[Dataset entries]
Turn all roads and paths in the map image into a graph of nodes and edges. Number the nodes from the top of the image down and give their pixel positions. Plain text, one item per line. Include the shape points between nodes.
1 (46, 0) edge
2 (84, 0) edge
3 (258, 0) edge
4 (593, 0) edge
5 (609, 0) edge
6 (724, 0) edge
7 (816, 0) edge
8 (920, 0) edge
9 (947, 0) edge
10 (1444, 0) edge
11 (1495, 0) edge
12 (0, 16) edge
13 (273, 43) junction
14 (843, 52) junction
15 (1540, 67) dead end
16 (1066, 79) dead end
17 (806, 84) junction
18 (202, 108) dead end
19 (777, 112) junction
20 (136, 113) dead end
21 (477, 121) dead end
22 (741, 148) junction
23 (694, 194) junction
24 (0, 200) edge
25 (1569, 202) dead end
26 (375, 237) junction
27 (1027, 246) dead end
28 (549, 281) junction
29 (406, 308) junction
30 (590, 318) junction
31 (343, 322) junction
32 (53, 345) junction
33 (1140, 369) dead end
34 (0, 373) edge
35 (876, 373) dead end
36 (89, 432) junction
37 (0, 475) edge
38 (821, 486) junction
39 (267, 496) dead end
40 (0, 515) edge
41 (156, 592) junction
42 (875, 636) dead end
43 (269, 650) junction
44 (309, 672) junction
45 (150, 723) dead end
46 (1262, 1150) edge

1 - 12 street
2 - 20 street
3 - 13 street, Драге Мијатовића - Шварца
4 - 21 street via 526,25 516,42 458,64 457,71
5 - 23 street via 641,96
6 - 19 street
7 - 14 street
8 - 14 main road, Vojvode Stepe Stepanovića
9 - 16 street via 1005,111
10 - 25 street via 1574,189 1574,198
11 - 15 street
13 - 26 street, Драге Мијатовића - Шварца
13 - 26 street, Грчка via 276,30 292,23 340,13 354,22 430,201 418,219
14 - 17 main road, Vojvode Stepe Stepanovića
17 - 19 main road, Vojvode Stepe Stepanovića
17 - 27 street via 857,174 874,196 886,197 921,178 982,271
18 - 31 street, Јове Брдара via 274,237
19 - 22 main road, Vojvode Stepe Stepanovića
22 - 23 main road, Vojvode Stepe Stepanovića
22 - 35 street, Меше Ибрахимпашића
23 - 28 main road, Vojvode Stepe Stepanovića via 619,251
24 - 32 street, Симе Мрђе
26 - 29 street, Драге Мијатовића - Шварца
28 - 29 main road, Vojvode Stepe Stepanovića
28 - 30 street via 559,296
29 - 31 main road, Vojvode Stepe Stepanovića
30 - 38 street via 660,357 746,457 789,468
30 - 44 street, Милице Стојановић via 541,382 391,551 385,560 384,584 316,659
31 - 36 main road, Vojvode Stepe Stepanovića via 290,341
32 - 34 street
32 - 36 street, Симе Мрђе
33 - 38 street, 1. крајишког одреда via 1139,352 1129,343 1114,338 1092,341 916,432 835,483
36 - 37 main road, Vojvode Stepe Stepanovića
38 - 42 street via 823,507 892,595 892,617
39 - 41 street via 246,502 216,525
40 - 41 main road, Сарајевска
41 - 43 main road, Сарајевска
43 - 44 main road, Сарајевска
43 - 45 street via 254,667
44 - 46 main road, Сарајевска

- [Problem description]:
Tell me how many lines of the data hold the word "Шварца", giving only the number.

- [Solution for this task]:
3